At the same time, a recent study has suggested that dark energy stars may be an alternative to black holes. The term “dark energy star” was coined by George Chapline when he proposed that gravitational collapse of objects with masses greater than a few solar masses should lead to the formation of a compact object called dark energy star with a much larger vacuum energy. The study may be viewed in the context of another paper which states that the important question concerns whether dark energy is a completely new physical entity or one which we already know, namely a gravitational energy within the vacuum of a closed gravitating system that has long been known to be a negative energy. It remains to be seen whether scientists currently analyzing the data gathered by the Event Horizon Telescope (EHT) will provide evidence that dark energy stars exist. EHT is a virtual Earth-sized telescope aimed to measure the size of the emission regions of two supermassive black holes, Sagittarius A* at the center of the Milky Way and M87 in the center of the Virgo A galaxy.

 

Finally, we know that dark energy is embedded in space, counteracting gravity. The way gravity and antigravity are interacting in my mind is somehow related to time. With the understanding that time’s arrow is perspectival,   I  picture the negative-energy particles of the dark sector traveling backwards from the future somehow meeting at the intersection of past and future those positive-energy particles traveling forward in time as if they both were traveling the same distance in their determination to meet.
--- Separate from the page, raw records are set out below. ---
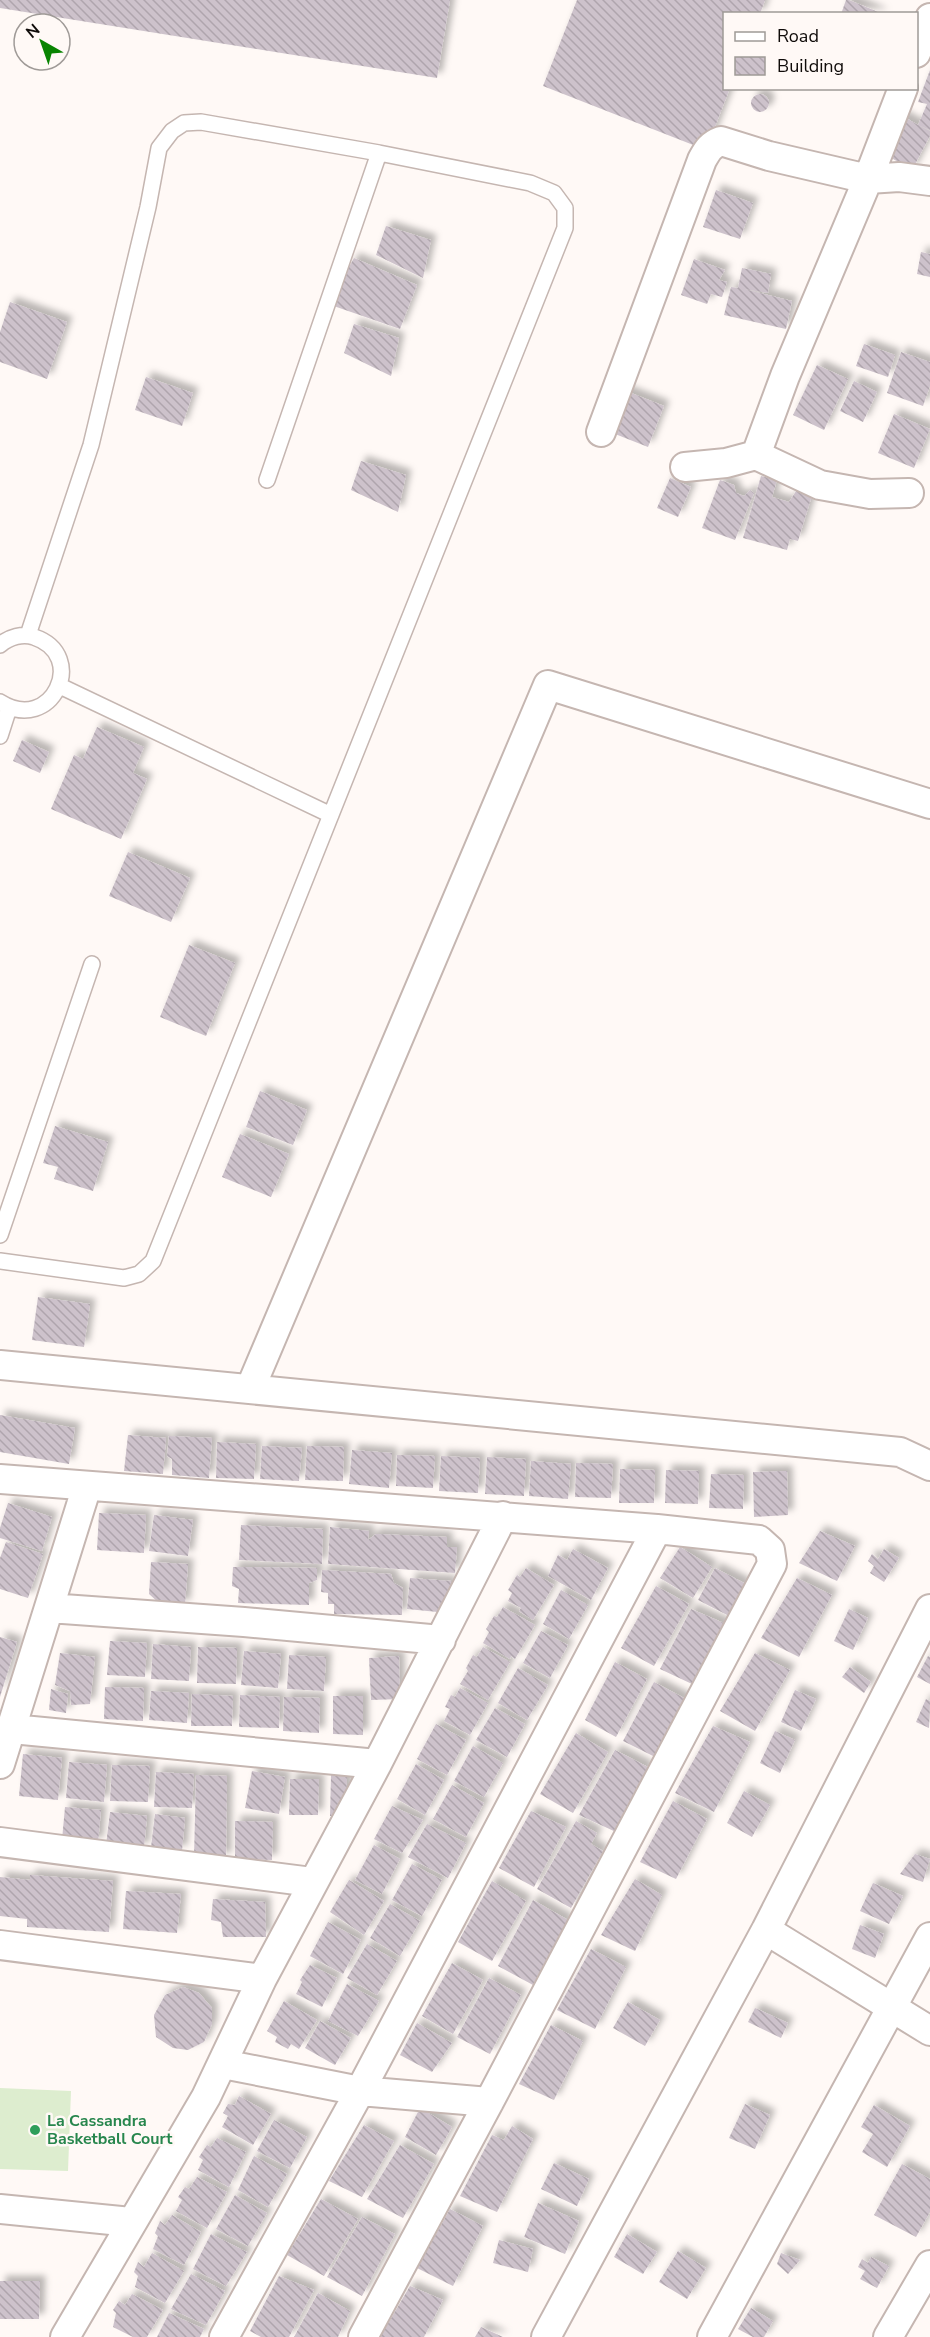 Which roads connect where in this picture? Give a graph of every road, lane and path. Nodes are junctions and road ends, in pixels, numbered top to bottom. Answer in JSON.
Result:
{"nodes":[{"id":1,"x":930,"y":18,"type":"edge"},
{"id":2,"x":918,"y":48,"type":"edge"},
{"id":3,"x":902,"y":90,"type":"edge"},
{"id":4,"x":379,"y":153,"type":"junction"},
{"id":5,"x":868,"y":179,"type":"junction"},
{"id":6,"x":930,"y":181,"type":"edge"},
{"id":7,"x":601,"y":432,"type":"dead end"},
{"id":8,"x":756,"y":455,"type":"junction"},
{"id":9,"x":685,"y":467,"type":"dead end"},
{"id":10,"x":267,"y":480,"type":"dead end"},
{"id":11,"x":909,"y":493,"type":"dead end"},
{"id":12,"x":28,"y":635,"type":"junction"},
{"id":13,"x":0,"y":645,"type":"edge"},
{"id":14,"x":60,"y":686,"type":"junction"},
{"id":15,"x":5,"y":705,"type":"edge"},
{"id":16,"x":0,"y":736,"type":"edge"},
{"id":17,"x":930,"y":804,"type":"edge"},
{"id":18,"x":331,"y":815,"type":"junction"},
{"id":19,"x":92,"y":964,"type":"dead end"},
{"id":20,"x":0,"y":1235,"type":"edge"},
{"id":21,"x":0,"y":1261,"type":"edge"},
{"id":22,"x":0,"y":1365,"type":"edge"},
{"id":23,"x":250,"y":1389,"type":"junction"},
{"id":24,"x":930,"y":1466,"type":"edge"},
{"id":25,"x":0,"y":1479,"type":"edge"},
{"id":26,"x":87,"y":1486,"type":"junction"},
{"id":27,"x":503,"y":1516,"type":"junction"},
{"id":28,"x":657,"y":1528,"type":"junction"},
{"id":29,"x":49,"y":1608,"type":"junction"},
{"id":30,"x":930,"y":1609,"type":"edge"},
{"id":31,"x":441,"y":1640,"type":"junction"},
{"id":32,"x":12,"y":1729,"type":"junction"},
{"id":33,"x":0,"y":1764,"type":"edge"},
{"id":34,"x":377,"y":1764,"type":"junction"},
{"id":35,"x":0,"y":1842,"type":"edge"},
{"id":36,"x":312,"y":1882,"type":"junction"},
{"id":37,"x":766,"y":1930,"type":"junction"},
{"id":38,"x":930,"y":1937,"type":"edge"},
{"id":39,"x":0,"y":1945,"type":"edge"},
{"id":40,"x":262,"y":1979,"type":"junction"},
{"id":41,"x":892,"y":2008,"type":"junction"},
{"id":42,"x":930,"y":2031,"type":"edge"},
{"id":43,"x":222,"y":2064,"type":"junction"},
{"id":44,"x":360,"y":2091,"type":"junction"},
{"id":45,"x":489,"y":2102,"type":"junction"},
{"id":46,"x":0,"y":2209,"type":"edge"},
{"id":47,"x":131,"y":2222,"type":"junction"},
{"id":48,"x":930,"y":2265,"type":"edge"},
{"id":49,"x":65,"y":2337,"type":"edge"},
{"id":50,"x":224,"y":2337,"type":"edge"},
{"id":51,"x":363,"y":2337,"type":"edge"},
{"id":52,"x":546,"y":2337,"type":"edge"},
{"id":53,"x":712,"y":2337,"type":"edge"},
{"id":54,"x":888,"y":2337,"type":"edge"}],
"edges":[{"from":1,"to":2,"type":"street"},
{"from":3,"to":5,"type":"street"},
{"from":4,"to":10,"type":"lane"},
{"from":4,"to":12,"type":"lane"},
{"from":4,"to":18,"type":"lane"},
{"from":5,"to":6,"type":"street"},
{"from":5,"to":7,"type":"street"},
{"from":5,"to":8,"type":"street"},
{"from":8,"to":9,"type":"street"},
{"from":8,"to":11,"type":"street"},
{"from":12,"to":13,"type":"lane"},
{"from":12,"to":14,"type":"lane"},
{"from":14,"to":15,"type":"lane"},
{"from":14,"to":18,"type":"lane"},
{"from":15,"to":16,"type":"lane"},
{"from":17,"to":23,"type":"street"},
{"from":18,"to":21,"type":"lane"},
{"from":19,"to":20,"type":"lane"},
{"from":22,"to":23,"type":"street"},
{"from":23,"to":24,"type":"street"},
{"from":25,"to":26,"type":"street"},
{"from":26,"to":27,"type":"street"},
{"from":26,"to":29,"type":"street"},
{"from":27,"to":28,"type":"street"},
{"from":27,"to":31,"type":"street"},
{"from":28,"to":44,"type":"street"},
{"from":28,"to":45,"type":"street"},
{"from":29,"to":31,"type":"street"},
{"from":29,"to":32,"type":"street"},
{"from":30,"to":37,"type":"street"},
{"from":31,"to":34,"type":"street"},
{"from":32,"to":33,"type":"street"},
{"from":32,"to":34,"type":"street"},
{"from":34,"to":36,"type":"street"},
{"from":35,"to":36,"type":"street"},
{"from":36,"to":40,"type":"street"},
{"from":37,"to":41,"type":"street"},
{"from":37,"to":52,"type":"street"},
{"from":38,"to":41,"type":"street"},
{"from":39,"to":40,"type":"street"},
{"from":40,"to":43,"type":"street"},
{"from":41,"to":42,"type":"street"},
{"from":41,"to":53,"type":"street"},
{"from":43,"to":44,"type":"street"},
{"from":43,"to":47,"type":"street"},
{"from":44,"to":45,"type":"street"},
{"from":44,"to":50,"type":"street"},
{"from":45,"to":51,"type":"street"},
{"from":46,"to":47,"type":"street"},
{"from":47,"to":49,"type":"street"},
{"from":48,"to":54,"type":"street"}]}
That is how I see a cosmic coincidence unfolding. Lastly, I imagine a phantom energy to be something that appears to have no physical reality and still is ultimately real. Raising the concept of a divide begs the question of what lies on the other side and what circumstances enable its crossing. The modified gravity approach is the focus of research and may be the key to unifying both components of the dark sector, a path to solving the coincidence problem.